Section 5.4Severability. If any term of this Agreement is held illegal or incapable of being enforced by any rule of law or public policy, all other terms of this Agreement will nevertheless remain in full force and effect so long as the economic or legal substance of the Transactions is not affected in any manner materially adverse to any Party.
Section 5.5Entire Agreement. All exhibits (as amended, modified and supplemented from time to time pursuant to this Agreement) referred to in this Agreement are incorporated herein by such reference and made a part of this Agreement. This Agreement, together with the exhibits to this Agreement, constitute the entire agreement of the Parties with respect to the subject matter contained herein and therein, and supersedes all prior agreements with respect to such subject matter.

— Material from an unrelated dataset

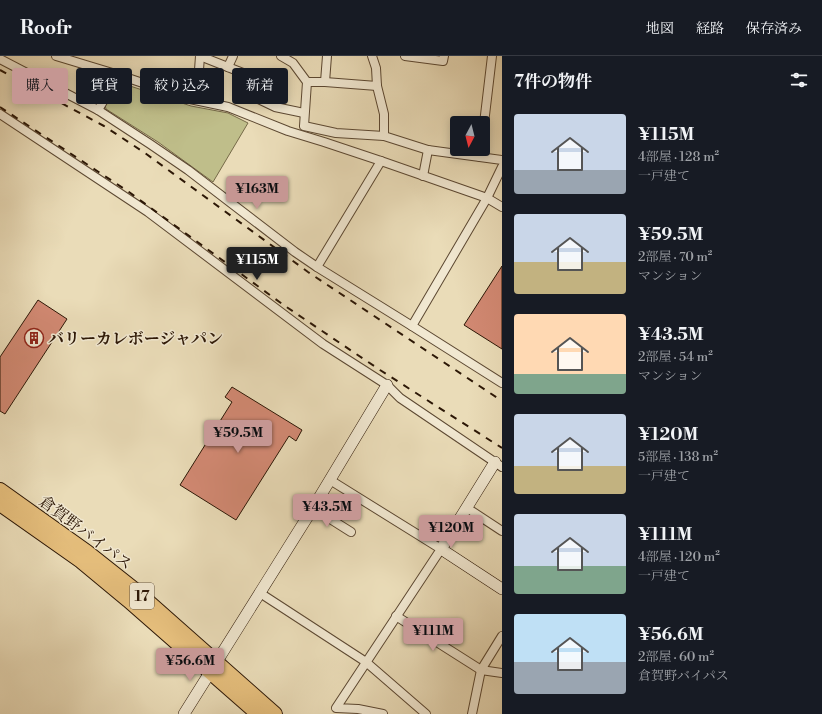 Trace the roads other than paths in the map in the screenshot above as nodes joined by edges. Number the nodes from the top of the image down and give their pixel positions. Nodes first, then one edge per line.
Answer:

Section 5.6Assignment. No Party shall assign this Agreement or any interest therein without the prior written consent of the other Party, which consent may be withheld in each such other Party’s sole discretion.
Section 5.7No Third-Party Beneficiaries. This Agreement is for the sole benefit of the Parties and their permitted assigns and nothing herein, express or implied, is intended to or will confer upon any other person or entity any legal or equitable right or remedy of any nature under or by reason of this Agreement.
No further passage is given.